|
What is Document
Analysis?
Document analysis includes:
- gathering information used in a formal description
of the electronic text
- studying the content and structure of the
documents:
- identifying and naming the components of some
class of documents
- specifying their interrelationships
- naming their properties
No serious project to produce electronic
texts should try to skip the document analysis phase.
Why is Document Analysis Essential?
Because you must know:
- if you use the TEI encoding scheme, which parts of
the TEI do you need?
- if you extend the TEI scheme, what must you
add?
- if you design your own XML markup, what needs to be
in the document type definition?
- if you don't use XML, what aspects of your
documents will you mark, and how?
Steps in Document Analysis
- Define the environment:
- your requirements
- external requirements
- the document universe
- the set of document types.
- Define the textual features you care about.

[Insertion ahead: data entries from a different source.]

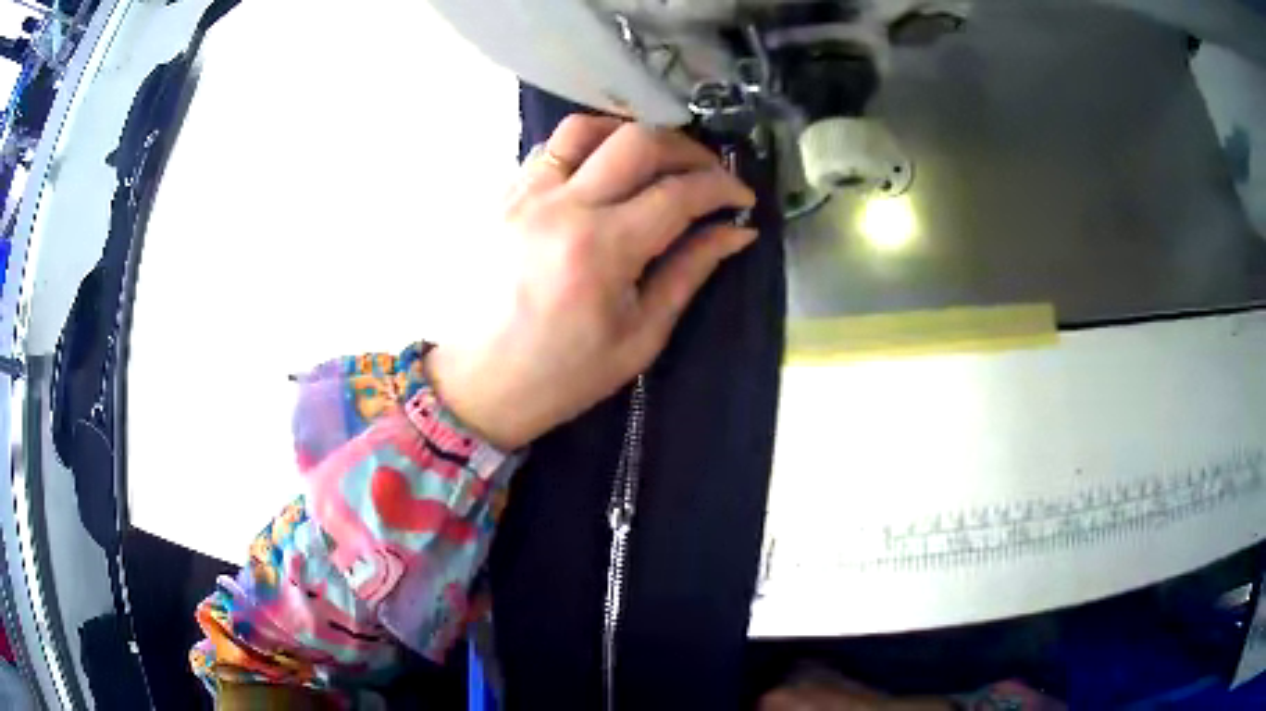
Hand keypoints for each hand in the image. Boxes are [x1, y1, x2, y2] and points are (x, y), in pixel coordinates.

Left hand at [428, 115, 757, 450]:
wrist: (480, 384)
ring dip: (632, 134)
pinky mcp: (503, 196)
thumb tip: (737, 231)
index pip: (678, 193)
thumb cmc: (564, 374)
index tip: (742, 197)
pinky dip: (588, 147)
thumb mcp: (640, 336)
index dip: (722, 187)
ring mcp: (525, 195)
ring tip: (654, 161)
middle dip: (687, 149)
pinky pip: (550, 148)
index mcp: (602, 250)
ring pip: (586, 128)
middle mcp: (562, 207)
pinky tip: (603, 172)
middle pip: (637, 141)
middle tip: (707, 173)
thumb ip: (689, 271)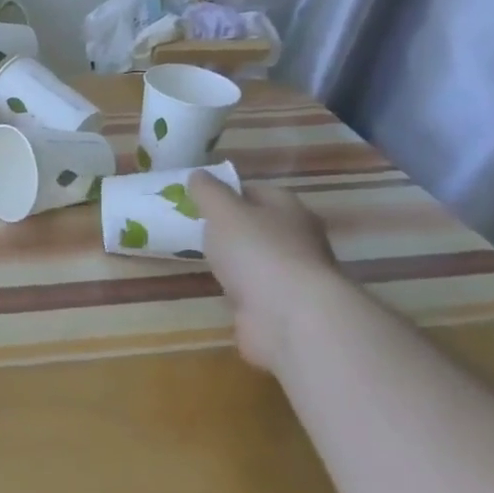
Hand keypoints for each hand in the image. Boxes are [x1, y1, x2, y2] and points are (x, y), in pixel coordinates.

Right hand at [191, 172, 339, 374]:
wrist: (289, 317)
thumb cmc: (257, 251)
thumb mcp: (222, 211)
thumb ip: (208, 192)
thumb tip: (198, 174)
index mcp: (288, 209)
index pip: (256, 191)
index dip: (228, 192)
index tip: (198, 200)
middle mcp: (297, 239)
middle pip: (259, 226)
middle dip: (231, 227)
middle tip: (195, 228)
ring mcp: (292, 276)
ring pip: (256, 259)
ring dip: (235, 261)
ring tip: (201, 259)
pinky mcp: (283, 307)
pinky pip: (254, 290)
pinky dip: (238, 290)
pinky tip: (217, 289)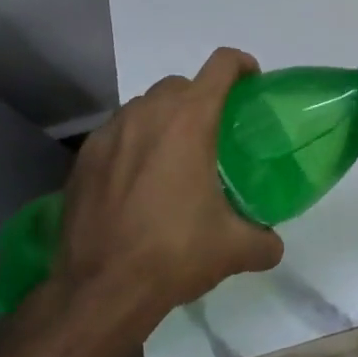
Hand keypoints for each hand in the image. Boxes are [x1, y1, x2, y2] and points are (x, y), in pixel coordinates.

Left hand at [55, 47, 283, 323]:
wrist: (99, 290)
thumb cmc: (173, 254)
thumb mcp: (233, 249)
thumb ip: (264, 240)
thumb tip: (273, 245)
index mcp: (190, 122)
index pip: (221, 66)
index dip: (242, 66)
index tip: (252, 83)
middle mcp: (148, 114)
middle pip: (181, 84)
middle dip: (201, 97)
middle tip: (214, 132)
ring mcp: (110, 133)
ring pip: (144, 105)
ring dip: (163, 118)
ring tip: (174, 156)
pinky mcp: (84, 158)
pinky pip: (116, 132)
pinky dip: (132, 142)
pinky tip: (137, 179)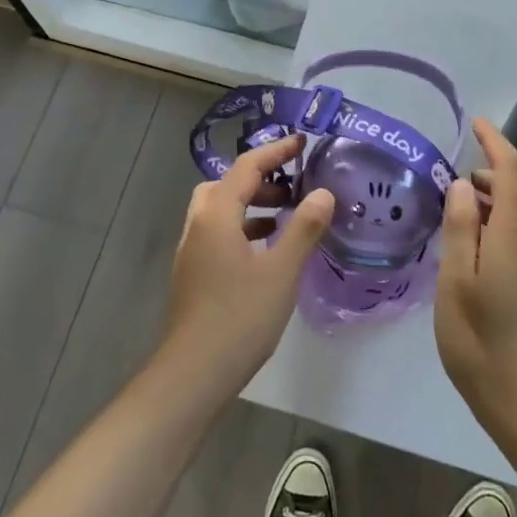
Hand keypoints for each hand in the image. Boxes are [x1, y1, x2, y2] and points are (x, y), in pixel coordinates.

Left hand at [161, 134, 333, 395]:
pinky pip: (220, 232)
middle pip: (228, 184)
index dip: (276, 151)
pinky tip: (267, 250)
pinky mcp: (194, 273)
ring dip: (252, 204)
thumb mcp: (282, 271)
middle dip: (261, 178)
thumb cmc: (240, 317)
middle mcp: (199, 224)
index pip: (247, 166)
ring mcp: (192, 250)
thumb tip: (323, 192)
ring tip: (286, 215)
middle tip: (294, 185)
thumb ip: (303, 228)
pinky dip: (244, 228)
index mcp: (217, 214)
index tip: (303, 142)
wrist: (193, 373)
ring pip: (222, 210)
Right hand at [435, 119, 516, 447]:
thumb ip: (460, 230)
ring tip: (464, 220)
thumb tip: (464, 185)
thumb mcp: (456, 285)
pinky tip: (480, 258)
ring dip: (502, 202)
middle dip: (496, 174)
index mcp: (515, 237)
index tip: (475, 124)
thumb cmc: (485, 348)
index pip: (514, 171)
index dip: (496, 141)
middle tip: (459, 187)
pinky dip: (507, 228)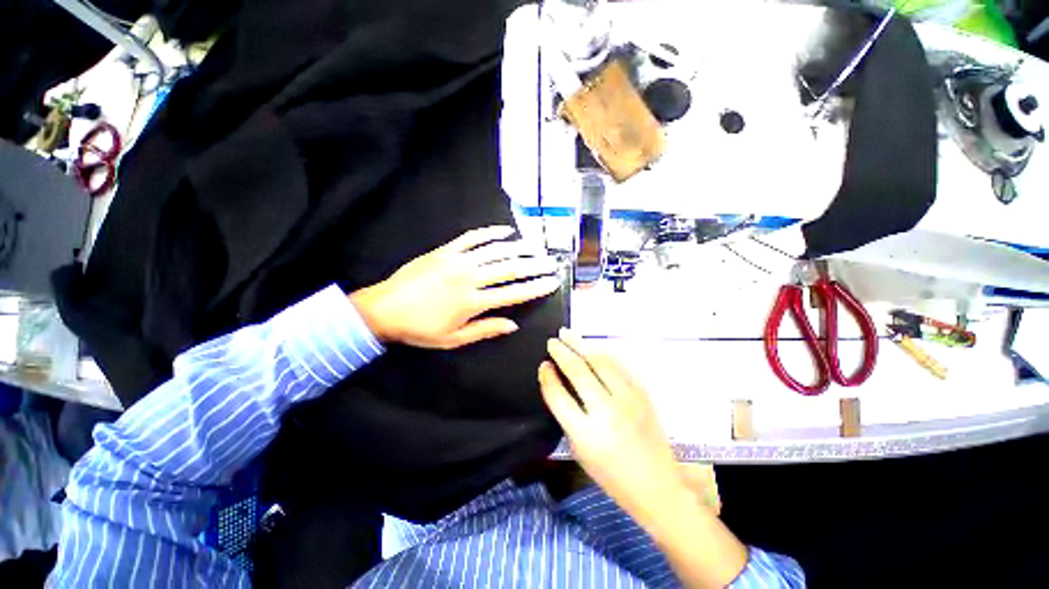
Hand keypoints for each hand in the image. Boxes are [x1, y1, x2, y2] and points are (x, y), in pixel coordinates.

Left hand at [349, 226, 560, 348]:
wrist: (384, 309)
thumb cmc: (420, 329)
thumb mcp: (454, 339)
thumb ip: (486, 330)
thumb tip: (513, 325)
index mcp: (473, 302)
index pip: (514, 293)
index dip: (536, 288)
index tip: (552, 283)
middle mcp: (470, 278)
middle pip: (510, 268)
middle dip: (534, 265)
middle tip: (551, 262)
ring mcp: (457, 260)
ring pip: (495, 250)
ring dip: (519, 248)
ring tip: (536, 247)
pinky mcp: (445, 250)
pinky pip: (472, 237)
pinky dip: (491, 232)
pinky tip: (506, 231)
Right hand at [538, 329, 700, 527]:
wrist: (657, 485)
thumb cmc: (611, 474)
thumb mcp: (580, 450)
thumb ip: (567, 416)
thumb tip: (558, 382)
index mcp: (586, 434)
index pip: (558, 395)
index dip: (547, 377)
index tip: (543, 365)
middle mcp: (607, 412)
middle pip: (578, 371)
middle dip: (562, 352)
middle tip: (552, 341)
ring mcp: (628, 399)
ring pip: (600, 361)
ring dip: (581, 345)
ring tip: (567, 334)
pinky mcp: (642, 393)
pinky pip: (618, 365)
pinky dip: (602, 354)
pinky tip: (592, 348)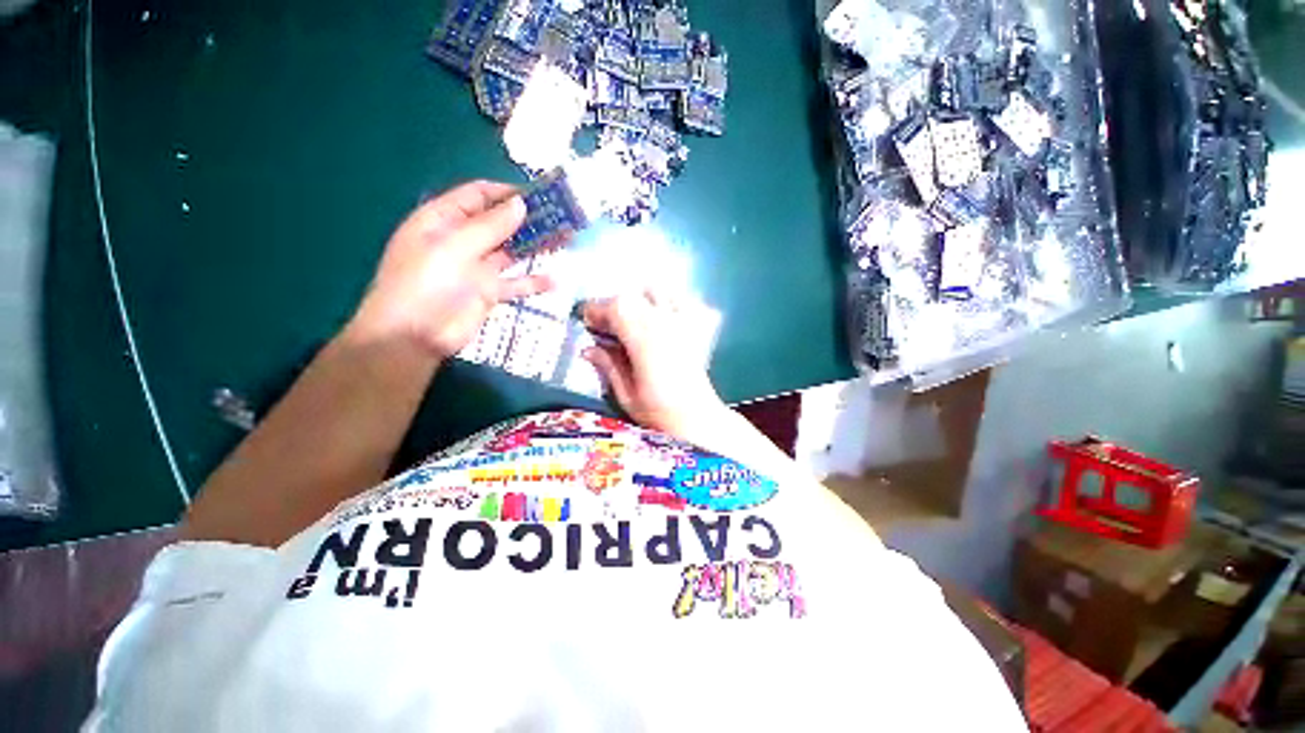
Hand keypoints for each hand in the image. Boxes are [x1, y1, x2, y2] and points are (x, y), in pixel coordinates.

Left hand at [347, 181, 551, 359]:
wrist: (416, 336)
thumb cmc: (427, 283)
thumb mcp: (455, 247)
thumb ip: (490, 226)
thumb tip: (521, 204)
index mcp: (443, 220)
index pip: (478, 196)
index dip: (506, 192)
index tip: (539, 195)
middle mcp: (461, 240)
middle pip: (499, 223)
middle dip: (527, 219)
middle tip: (561, 217)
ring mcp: (476, 268)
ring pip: (511, 251)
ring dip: (535, 246)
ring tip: (564, 240)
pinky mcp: (489, 293)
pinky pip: (515, 283)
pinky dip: (533, 282)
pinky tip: (554, 281)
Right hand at [582, 289, 728, 441]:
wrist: (700, 421)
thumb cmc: (660, 413)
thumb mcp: (626, 394)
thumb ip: (608, 366)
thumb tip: (588, 349)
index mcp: (644, 339)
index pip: (615, 308)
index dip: (596, 310)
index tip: (586, 321)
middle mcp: (666, 323)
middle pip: (634, 296)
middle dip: (614, 306)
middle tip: (606, 325)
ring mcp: (686, 323)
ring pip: (660, 291)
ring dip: (642, 299)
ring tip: (635, 319)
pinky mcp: (700, 328)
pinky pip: (686, 301)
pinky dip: (671, 302)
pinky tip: (665, 318)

- Identify the relationships among the
features.
- Enrich the collection of text features.
Step 1a: Define Your Goals
- goals and objectives
- scope
- internal and external constraints
- intended and foreseeable uses of information
- functions of the XML application:
- publishing (paper, CD-ROM, network)
- database retrieval
- hypertext navigation
- electronic review and comment
- document interchange
- etc., etc.
Step 1b: Identify Relevant Standards
Step 1c: Document Universe
What documents are you talking about?
- what is, or what should
be?
- many similar items (Taisho Tripitaka)?
- or one unique item (the Oxford English
Dictionary)?
- what information in which documents?
- how many different kinds of documents?
Step 1d: Gathering Samples
Construct a set of samples to analyze, including:
- typical samples as well as special cases:
- typical
- unusual but within bounds
- off the wall
- short examples and long ones
- current documents and old ones
- not just printed samples
- all the parts, all associated documents
Step 2: Define Features
What is a feature?
- large structural units (table of contents, body,
front matter, chapter, ...)
- smaller structural units within the larger
(headings, figures, lists, ...)
- non-structural units conveying specialized
information: (italics, hypertext links, people's names,
dates, topical keywords, technical terms, ...)
How Big is a Feature?
As large or small as it needs to be. A feature might
be:
- the entire dictionary
- a section of the dictionary
- an entry in the dictionary
- the head-word in the dictionary
- a syllable within the head-word
Not all features are visible in the output: status
information, internal editorial notes (one editor to the
other: ‘How can you SAY
that?’)
Principles of Feature Definition
Something is a good candidate for definition as a feature
if:
- it looks different from the rest of the text
- it requires different processing
- you may want to find it easily later
- you may want to point at it from elsewhere
- it is a nameable part of the structure of the text
(chapter, note, quotation, ...)
- it fills a clear function in the hierarchy of the
text
- it is information of a specialized and interesting
type
How Many Features?
Academica Sinica, 128, Sec.2,
Yanjiuyuan lu, Nangang, Taipei
- One feature:
name-and-address.
- Two features:
organization-name and
organization-address.
- Three features:
name-and-address, which contains
organization-name and
organization-address.
How Many features?
Academica Sinica, 128, Sec. 2,
Yanjiuyuan lu, Nangang, Taipei
- Eight features:
name-and-address,
organization-name,
street-address,
house-number,
street-section,
street-name,
district,
city.
- Fifteen features: nine word
and six punctuation.
- Five features: address,
name (type=organization), three
address-line.
Choosing a Feature Analysis
The analysis of a sample text should ideally be:
- true
- useful
- simple enough to use
These features do not always co-exist.
In case of doubt, choose truth over an apparently useful
lie.
Why Identify features at All?
So you can:
- put all the technical terms into the draft
glossary
- print all personal names in blue, all names of
places in green
- find all occurrences of the word
hypertext, but only in section
headings, not in footnotes
- ensure that all announcements of public events
specify the date, time, location, and sponsor of the
event, as well as giving a description
- automatically maintain cross references and
indices
- create links in hypertext applications
Step 3: Identify Relationships
- hierarchy of containers (a part contains chapters,
which contain sections)
- sequence (front matter precedes body, which precedes
back matter)
- alternation: either A or B, but not both
- occurrence (occurs once? many times?
optional?)
- semantic groups: collections of similar
things
- syntactic groups: items which can appear in similar
places
Step 4: Enrich the Collection
- non-printing information: bibliographic and
cataloging data, subject keywords, identity of encoder,
circumstances of production
- control information: status tracking, routing and
process control information, confidentiality
- gaps in semantic groups: we have three reasons
something might be italic; are there more?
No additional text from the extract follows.